On This Day: Margaret St Clair

On this day, twenty-one years ago, Margaret St Clair died.

Her science fiction career began with ‘Rocket to Limbo’for Fantastic Adventures in November 1946, and she became a prolific writer of short fiction during the next decade and a half – both under her own name and under the pseudonym Idris Seabright. As The Encyclopedia of Science Fiction notes:

The Idris Seabright stories appeared almost exclusively in The Magazine of Fantasy and Science Fiction, beginning with “The Listening Child” (December 1950 F&SF) and ending with ‘Graveyard Shift’ (February 1959 F&SF): St Clair became temporarily better known for these than for the works published under her own name. They were smoother-textured than her pulp adventures and oriented more towards Fantasy, even Slick Fantasy in tales like ‘The Man Who Sold Rope to the Gnoles’ (October 1951 F&SF), and were less confrontational than her signed work.

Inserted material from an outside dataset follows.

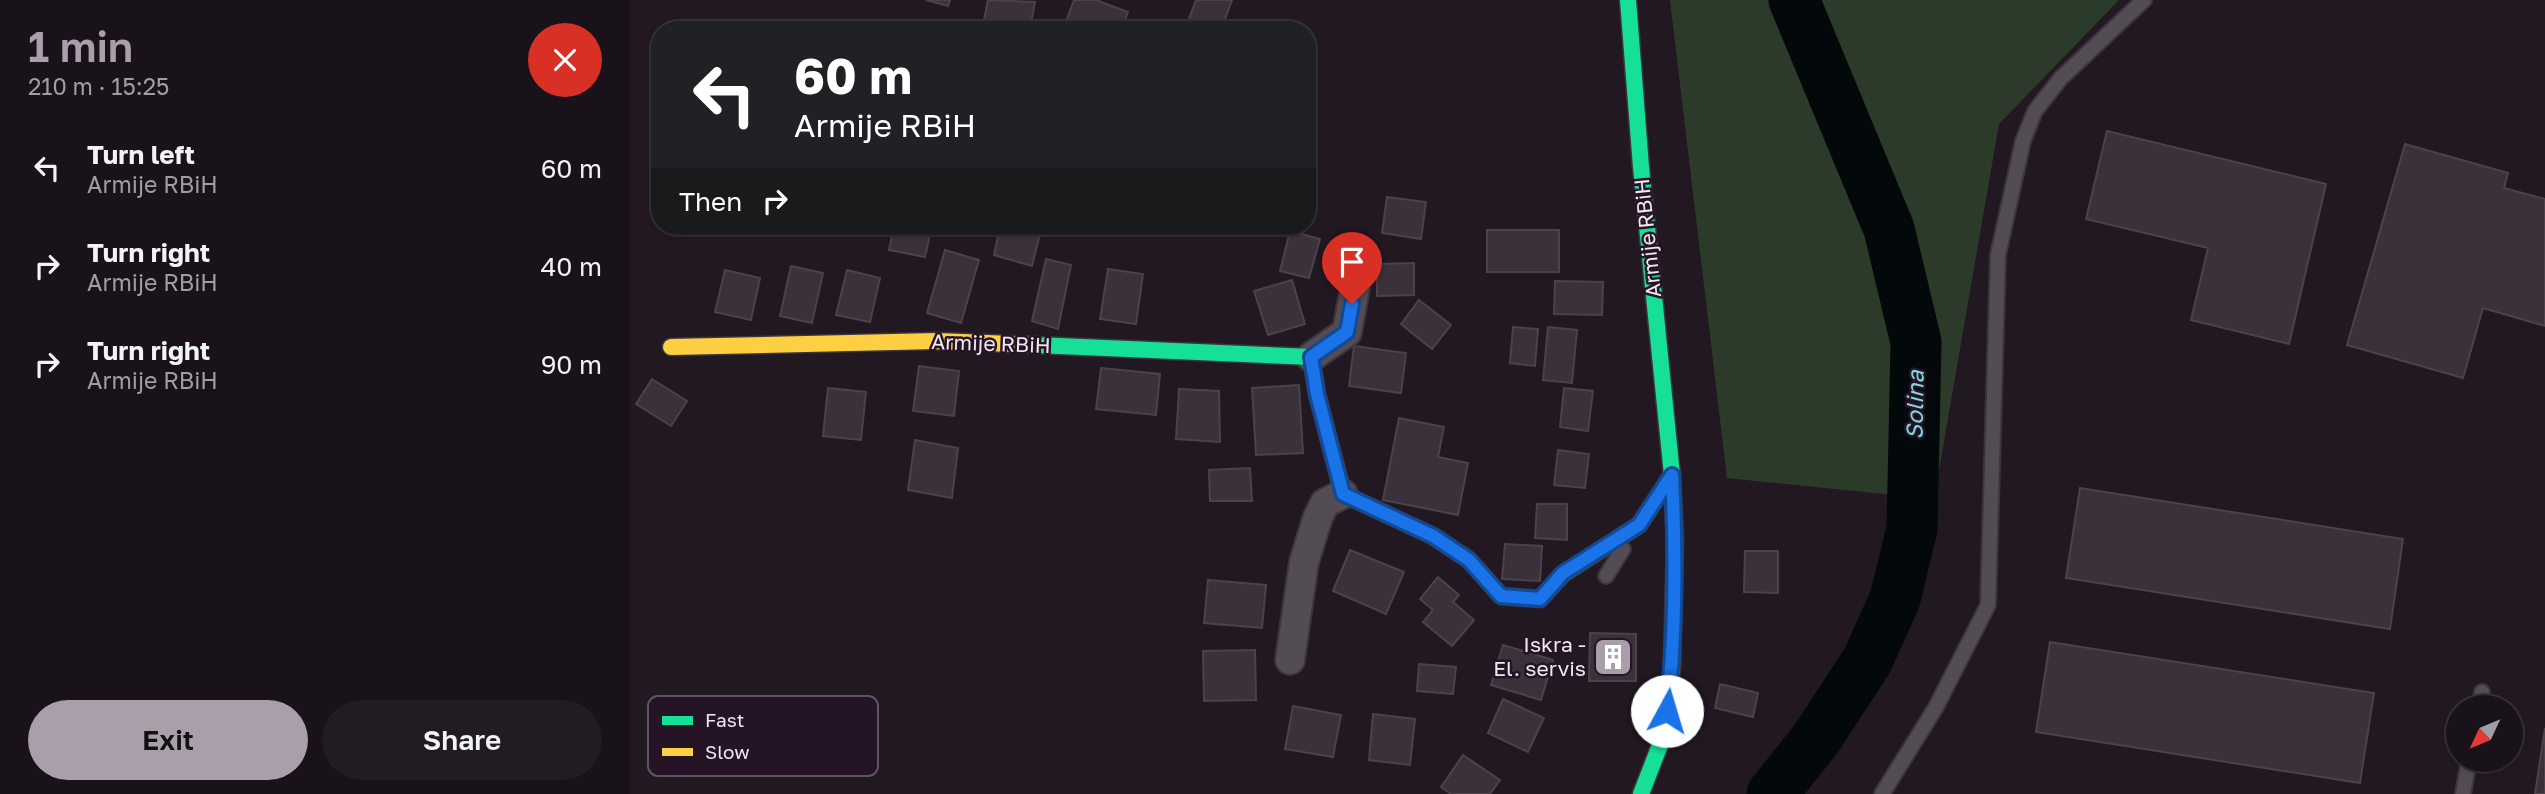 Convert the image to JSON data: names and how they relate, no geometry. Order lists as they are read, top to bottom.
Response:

So well-received were her Seabright stories that F&SF editor Anthony Boucher once uipped that Margaret’s husband, Eric St Clair, was ‘enviably married to two of my favourite science fiction writers’.

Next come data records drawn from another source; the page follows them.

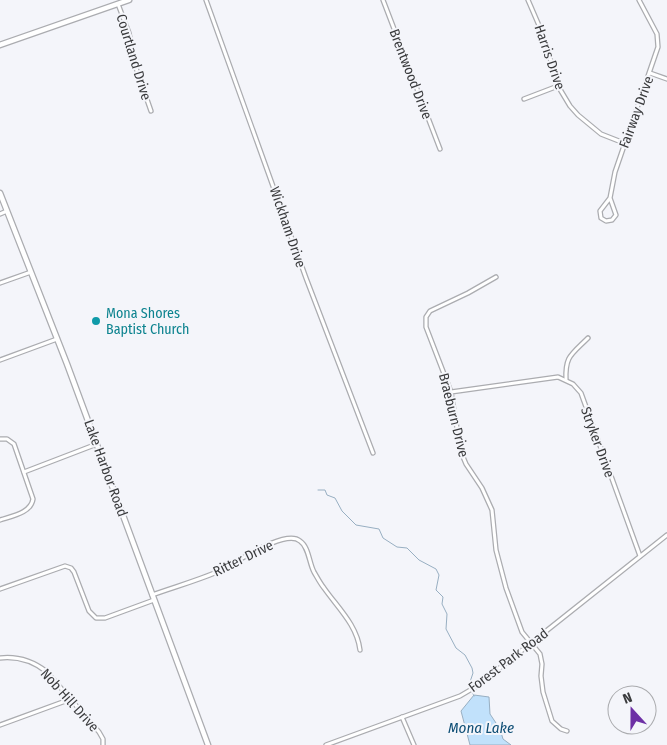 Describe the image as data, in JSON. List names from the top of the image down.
{
  "streets": {
    "street": [
      "Courtland Drive",
      "Harris Drive",
      "Brentwood Drive",
      "Fairway Drive",
      "Wickham Drive",
      "Braeburn Drive",
      "Stryker Drive",
      "Lake Harbor Road",
      "Ritter Drive",
      "Forest Park Road",
      "Nob Hill Drive"
    ]
  },
  "crossings": [
    ["Harris Drive", "Fairway Drive"],
    ["Braeburn Drive", "Forest Park Road"],
    ["Stryker Drive", "Forest Park Road"],
    ["Lake Harbor Road", "Ritter Drive"]
  ],
  "water": ["Mona Lake"],
  "places": ["Mona Shores Baptist Church"],
  "north": "top"
}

After which (informative, we hope) preamble, we are delighted to announce that SF Gateway has acquired rights in Margaret St Clair‘s eight novels:

1. Agent of the Unknown
2. The Green Queen
3. The Games of Neith
4. Sign of the Labrys
5. Message from the Eocene
6. The Dolphins of Altair
7. The Shadow People
8. The Dancers of Noyo

and three collections:
1. Three Worlds of Futurity
2. Change the Sky and Other Stories
3. The Best of Margaret St Clair

We are busily gathering scanning copies and will be publishing as soon as we can in the New Year.